### Assignment
What is needed is every line of the data that includes the word "Give". Please copy each one.

### Exercise data
[Start of section]

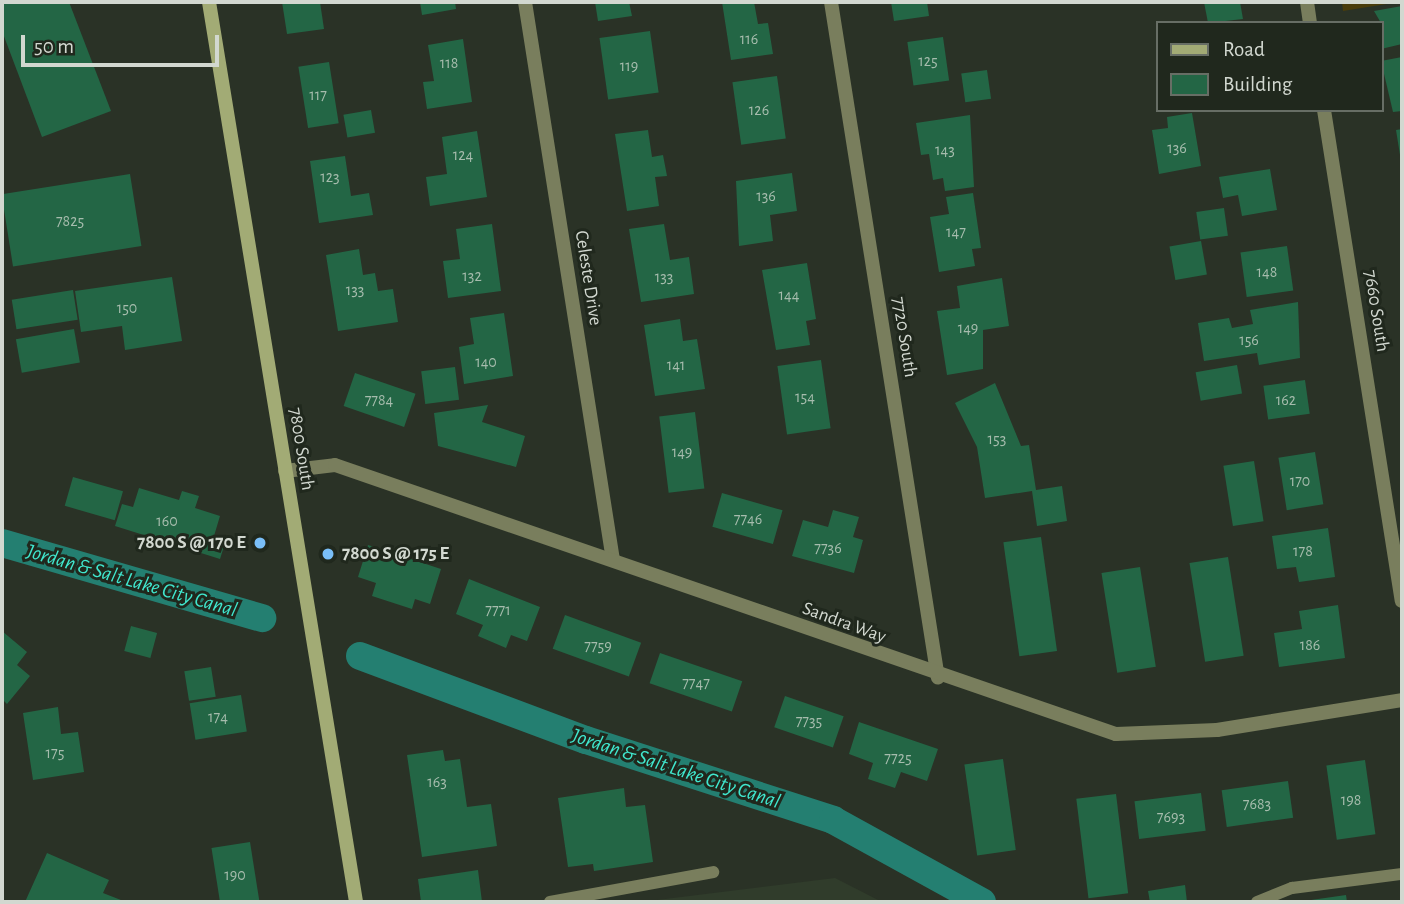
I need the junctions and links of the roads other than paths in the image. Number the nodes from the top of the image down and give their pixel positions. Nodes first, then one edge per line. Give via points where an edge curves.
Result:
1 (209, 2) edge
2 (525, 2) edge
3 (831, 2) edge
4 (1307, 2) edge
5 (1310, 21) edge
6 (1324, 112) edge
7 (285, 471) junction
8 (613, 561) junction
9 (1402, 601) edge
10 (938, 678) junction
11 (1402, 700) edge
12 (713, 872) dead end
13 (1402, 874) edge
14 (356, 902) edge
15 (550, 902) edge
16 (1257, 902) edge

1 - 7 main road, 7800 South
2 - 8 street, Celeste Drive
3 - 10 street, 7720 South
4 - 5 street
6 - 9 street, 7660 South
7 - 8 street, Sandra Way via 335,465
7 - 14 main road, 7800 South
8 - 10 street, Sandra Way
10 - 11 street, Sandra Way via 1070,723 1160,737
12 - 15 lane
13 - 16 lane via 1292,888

[End of section]
[Start of section]

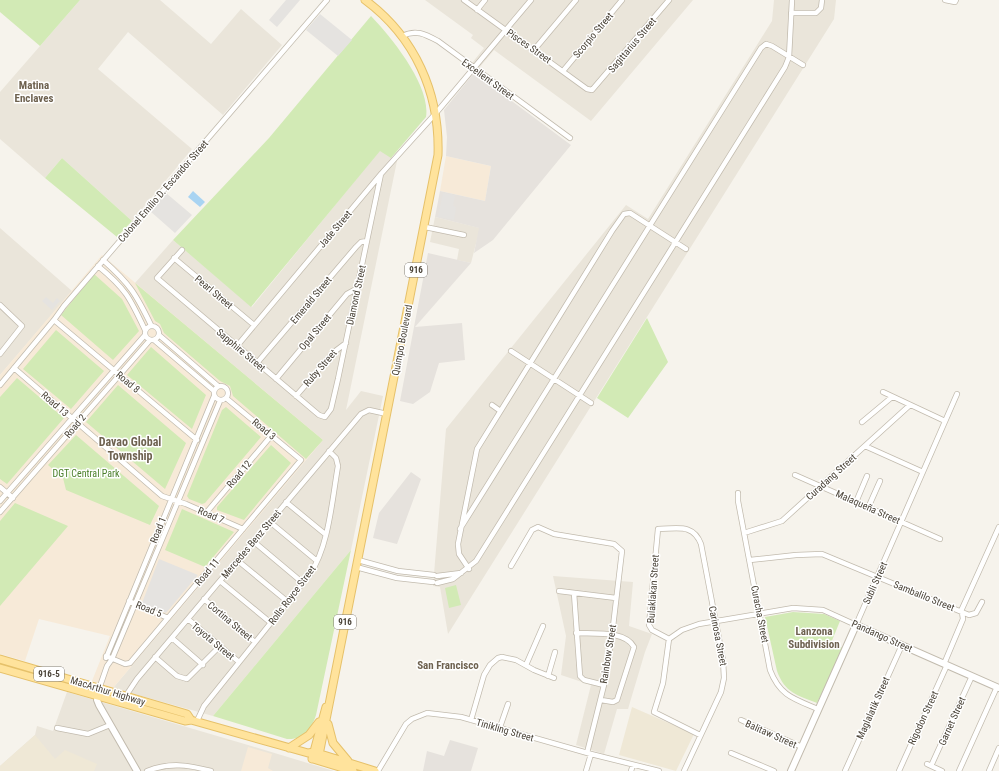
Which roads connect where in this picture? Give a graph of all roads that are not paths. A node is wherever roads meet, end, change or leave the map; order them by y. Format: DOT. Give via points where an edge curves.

[End of section]

### Answer section
I need the junctions and links of the roads other than paths in the image. Number the nodes from the top of the image down and give their pixel positions. Nodes first, then one edge per line. Give via points where an edge curves.
Which roads connect where in this picture? Give a graph of all roads that are not paths. A node is wherever roads meet, end, change or leave the map; order them by y. Format: DOT. Give via points where an edge curves.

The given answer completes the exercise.